In geometry, hyperbolic angle is a real number determined by the area of the corresponding hyperbolic sector of xy = 1 in Quadrant I of the Cartesian plane. Hyperbolic angle is a shuffled form of natural logarithm as they both are defined as an area against hyperbola xy = 1, and they both are preserved by squeeze mappings since those mappings preserve area.

The hyperbola xy = 1 is rectangular with semi-major axis $\sqrt 2$, analogous to the circular angle equaling the area of a circular sector in a circle with radius $\sqrt 2$.

Hyperbolic angle is used as the independent variable for the hyperbolic functions sinh, cosh, and tanh, because these functions may be premised on hyperbolic analogies to the corresponding circular (trigonometric) functions by regarding a hyperbolic angle as defining a hyperbolic triangle. The hyperbolic angle parametrizes the unit hyperbola, which has hyperbolic functions as coordinates.

==Definition==

POQ = POS + PQRS − QOR. Equality of areas POS and QOR implies area POQ = area PQRS = $\int_S^R \frac{dx}{x} = \ln R - \ln S = ln \frac{R}{S}$.

Consider the rectangular hyperbola $\textstyle\{(x,\frac 1 x): x>0\}$, and (by convention) pay particular attention to the part with $x > 1$.

First define:
- The hyperbolic angle in standard position is the angle at $(0, 0)$ between the ray to $(1, 1)$ and the ray to $\textstyle(x, \frac 1 x)$, where $x > 1$.
- The magnitude of this angle is the signed area of the corresponding hyperbolic sector, which turns out to be $\operatorname{ln}x$.

Note that by properties of natural logarithm:
- Unlike circular angle, the hyperbolic angle is unbounded (because $\operatorname{ln}x$ is unbounded); this is related to the fact that the harmonic series is unbounded.
- The formula for the magnitude of the angle suggests that, for $0 < x < 1$, the hyperbolic angle should be negative.
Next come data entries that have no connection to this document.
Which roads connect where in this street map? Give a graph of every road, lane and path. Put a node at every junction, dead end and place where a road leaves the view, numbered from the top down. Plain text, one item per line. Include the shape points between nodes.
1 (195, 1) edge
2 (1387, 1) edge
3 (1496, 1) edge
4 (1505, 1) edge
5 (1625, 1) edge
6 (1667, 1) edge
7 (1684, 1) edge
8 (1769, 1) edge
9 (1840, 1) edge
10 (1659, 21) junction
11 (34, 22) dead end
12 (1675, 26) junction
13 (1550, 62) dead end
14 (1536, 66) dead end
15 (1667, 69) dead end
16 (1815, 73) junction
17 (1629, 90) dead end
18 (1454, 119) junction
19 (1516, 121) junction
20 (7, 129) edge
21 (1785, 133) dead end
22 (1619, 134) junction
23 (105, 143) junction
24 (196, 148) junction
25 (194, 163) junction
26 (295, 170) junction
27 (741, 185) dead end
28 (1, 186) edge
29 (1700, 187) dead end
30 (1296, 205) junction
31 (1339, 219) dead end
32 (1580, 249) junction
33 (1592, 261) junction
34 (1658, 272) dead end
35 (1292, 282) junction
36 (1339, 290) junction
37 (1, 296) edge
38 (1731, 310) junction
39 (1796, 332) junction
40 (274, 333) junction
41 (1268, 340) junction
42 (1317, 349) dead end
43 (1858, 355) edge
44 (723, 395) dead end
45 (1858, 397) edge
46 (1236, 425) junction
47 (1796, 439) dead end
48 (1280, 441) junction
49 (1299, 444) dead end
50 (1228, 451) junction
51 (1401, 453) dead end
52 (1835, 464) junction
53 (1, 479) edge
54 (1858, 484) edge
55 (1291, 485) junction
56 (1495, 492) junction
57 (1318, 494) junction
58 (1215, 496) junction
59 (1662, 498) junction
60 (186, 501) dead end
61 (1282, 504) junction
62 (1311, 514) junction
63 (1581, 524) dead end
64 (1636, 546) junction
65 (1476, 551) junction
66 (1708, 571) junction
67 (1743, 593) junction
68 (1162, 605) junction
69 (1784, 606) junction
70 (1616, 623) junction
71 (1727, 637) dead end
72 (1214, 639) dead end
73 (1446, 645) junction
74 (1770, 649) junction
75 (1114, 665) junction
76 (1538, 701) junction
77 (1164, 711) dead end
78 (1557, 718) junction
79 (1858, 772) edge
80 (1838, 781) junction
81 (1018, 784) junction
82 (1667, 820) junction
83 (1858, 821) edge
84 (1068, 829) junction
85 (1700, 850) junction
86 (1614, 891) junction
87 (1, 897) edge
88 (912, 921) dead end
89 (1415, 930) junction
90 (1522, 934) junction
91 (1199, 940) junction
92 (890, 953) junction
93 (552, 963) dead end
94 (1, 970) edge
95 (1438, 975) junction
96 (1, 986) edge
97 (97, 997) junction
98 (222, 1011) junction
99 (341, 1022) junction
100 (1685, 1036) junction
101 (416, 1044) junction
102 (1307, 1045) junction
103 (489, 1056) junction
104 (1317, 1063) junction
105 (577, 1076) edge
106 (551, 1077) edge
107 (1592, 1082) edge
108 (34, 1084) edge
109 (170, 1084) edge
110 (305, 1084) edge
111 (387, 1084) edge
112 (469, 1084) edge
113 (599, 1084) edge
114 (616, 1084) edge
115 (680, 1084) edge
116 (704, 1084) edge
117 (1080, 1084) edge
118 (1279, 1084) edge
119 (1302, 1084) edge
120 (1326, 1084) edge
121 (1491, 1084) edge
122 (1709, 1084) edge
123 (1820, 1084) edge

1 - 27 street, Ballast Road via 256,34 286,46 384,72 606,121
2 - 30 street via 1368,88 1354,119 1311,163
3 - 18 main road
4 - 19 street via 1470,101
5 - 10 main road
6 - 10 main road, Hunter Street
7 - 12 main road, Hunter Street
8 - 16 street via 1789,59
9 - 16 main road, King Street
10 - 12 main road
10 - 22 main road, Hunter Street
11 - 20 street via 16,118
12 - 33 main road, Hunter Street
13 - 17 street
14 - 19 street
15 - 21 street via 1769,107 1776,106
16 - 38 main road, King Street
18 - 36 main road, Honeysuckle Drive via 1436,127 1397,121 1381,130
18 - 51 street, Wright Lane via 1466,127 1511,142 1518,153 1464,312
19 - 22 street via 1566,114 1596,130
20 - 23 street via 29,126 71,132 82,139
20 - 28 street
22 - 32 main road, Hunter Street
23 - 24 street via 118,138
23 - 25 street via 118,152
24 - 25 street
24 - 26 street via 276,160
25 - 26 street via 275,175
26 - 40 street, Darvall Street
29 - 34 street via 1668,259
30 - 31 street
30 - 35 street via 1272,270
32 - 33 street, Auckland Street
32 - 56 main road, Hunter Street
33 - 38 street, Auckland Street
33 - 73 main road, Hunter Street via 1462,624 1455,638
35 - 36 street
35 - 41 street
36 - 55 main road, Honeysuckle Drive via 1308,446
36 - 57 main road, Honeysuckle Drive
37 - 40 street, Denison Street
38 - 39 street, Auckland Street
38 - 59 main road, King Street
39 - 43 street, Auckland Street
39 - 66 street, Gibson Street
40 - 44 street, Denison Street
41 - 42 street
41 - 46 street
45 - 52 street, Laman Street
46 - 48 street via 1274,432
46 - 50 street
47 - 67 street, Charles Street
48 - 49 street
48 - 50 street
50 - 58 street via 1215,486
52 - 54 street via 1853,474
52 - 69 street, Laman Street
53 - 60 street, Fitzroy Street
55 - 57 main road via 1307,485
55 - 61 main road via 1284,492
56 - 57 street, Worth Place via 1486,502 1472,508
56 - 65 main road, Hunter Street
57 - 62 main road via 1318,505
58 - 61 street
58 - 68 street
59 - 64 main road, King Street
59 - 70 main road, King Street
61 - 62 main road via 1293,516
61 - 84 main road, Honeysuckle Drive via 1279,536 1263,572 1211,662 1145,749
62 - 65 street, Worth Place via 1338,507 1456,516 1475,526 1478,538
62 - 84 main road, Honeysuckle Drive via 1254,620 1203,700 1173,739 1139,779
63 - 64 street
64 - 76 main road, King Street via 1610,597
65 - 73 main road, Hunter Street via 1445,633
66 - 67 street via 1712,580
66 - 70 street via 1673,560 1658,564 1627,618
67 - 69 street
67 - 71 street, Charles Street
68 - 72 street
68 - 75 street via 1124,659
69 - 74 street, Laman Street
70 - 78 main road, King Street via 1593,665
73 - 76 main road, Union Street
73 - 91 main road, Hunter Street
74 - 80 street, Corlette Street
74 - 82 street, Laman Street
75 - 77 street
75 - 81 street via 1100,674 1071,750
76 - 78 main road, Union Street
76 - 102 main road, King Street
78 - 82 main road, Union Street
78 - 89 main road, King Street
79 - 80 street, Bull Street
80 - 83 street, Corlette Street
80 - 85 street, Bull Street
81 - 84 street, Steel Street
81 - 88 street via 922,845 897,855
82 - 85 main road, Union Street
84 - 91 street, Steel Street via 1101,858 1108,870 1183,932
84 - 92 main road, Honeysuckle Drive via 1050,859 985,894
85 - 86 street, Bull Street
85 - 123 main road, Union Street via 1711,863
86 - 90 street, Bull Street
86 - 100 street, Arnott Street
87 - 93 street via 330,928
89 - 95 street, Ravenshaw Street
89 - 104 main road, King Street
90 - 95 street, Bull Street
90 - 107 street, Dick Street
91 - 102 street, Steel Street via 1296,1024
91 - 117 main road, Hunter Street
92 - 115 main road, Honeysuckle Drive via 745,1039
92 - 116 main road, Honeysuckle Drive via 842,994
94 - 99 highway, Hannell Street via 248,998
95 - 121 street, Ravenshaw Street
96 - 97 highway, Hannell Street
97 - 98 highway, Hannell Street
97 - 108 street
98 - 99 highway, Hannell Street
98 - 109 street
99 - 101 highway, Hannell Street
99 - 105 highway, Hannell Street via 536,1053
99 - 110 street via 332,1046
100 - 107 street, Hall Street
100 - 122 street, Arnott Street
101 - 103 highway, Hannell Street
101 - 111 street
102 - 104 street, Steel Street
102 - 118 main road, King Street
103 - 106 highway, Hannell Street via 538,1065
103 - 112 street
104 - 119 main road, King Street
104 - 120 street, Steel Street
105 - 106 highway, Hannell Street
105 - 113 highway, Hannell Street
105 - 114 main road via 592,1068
This reflects the fact that, as defined, the angle is directed.

Finally, extend the definition of hyperbolic angle to that subtended by any interval on the hyperbola. Suppose $a, b, c, d$ are positive real numbers such that $ab = cd = 1$ and $c > a > 1$, so that $(a, b)$ and $(c, d)$ are points on the hyperbola $xy=1$ and determine an interval on it. Then the squeeze mapping $\textstyle f:(x, y)\to(bx, ay)$ maps the angle $\angle\!\left ((a, b), (0,0), (c, d)\right)$ to the standard position angle $\angle\!\left ((1, 1), (0,0), (bc, ad)\right)$. By the result of Gregoire de Saint-Vincent, the hyperbolic sectors determined by these angles have the same area, which is taken to be the magnitude of the angle. This magnitude is $\operatorname{ln}{(bc)}=\operatorname{ln}(c/a) =\operatorname{ln}c-\operatorname{ln}a$.

==Comparison with circular angle==

The unit hyperbola has a sector with an area half of the hyperbolic angle

Circular vs. hyperbolic angle

A unit circle $x^2 + y^2 = 1$ has a circular sector with an area half of the circular angle in radians. Analogously, a unit hyperbola $x^2 - y^2 = 1$ has a hyperbolic sector with an area half of the hyperbolic angle.

There is also a projective resolution between circular and hyperbolic cases: both curves are conic sections, and hence are treated as projective ranges in projective geometry. Given an origin point on one of these ranges, other points correspond to angles. The idea of addition of angles, basic to science, corresponds to addition of points on one of these ranges as follows:

Circular angles can be characterized geometrically by the property that if two chords P_{0}P_{1} and P_{0}P_{2} subtend angles L_{1} and L_{2} at the centre of a circle, their sum L_{1} + L_{2} is the angle subtended by a chord P_{0}Q, where P_{0}Q is required to be parallel to P_{1}P_{2}.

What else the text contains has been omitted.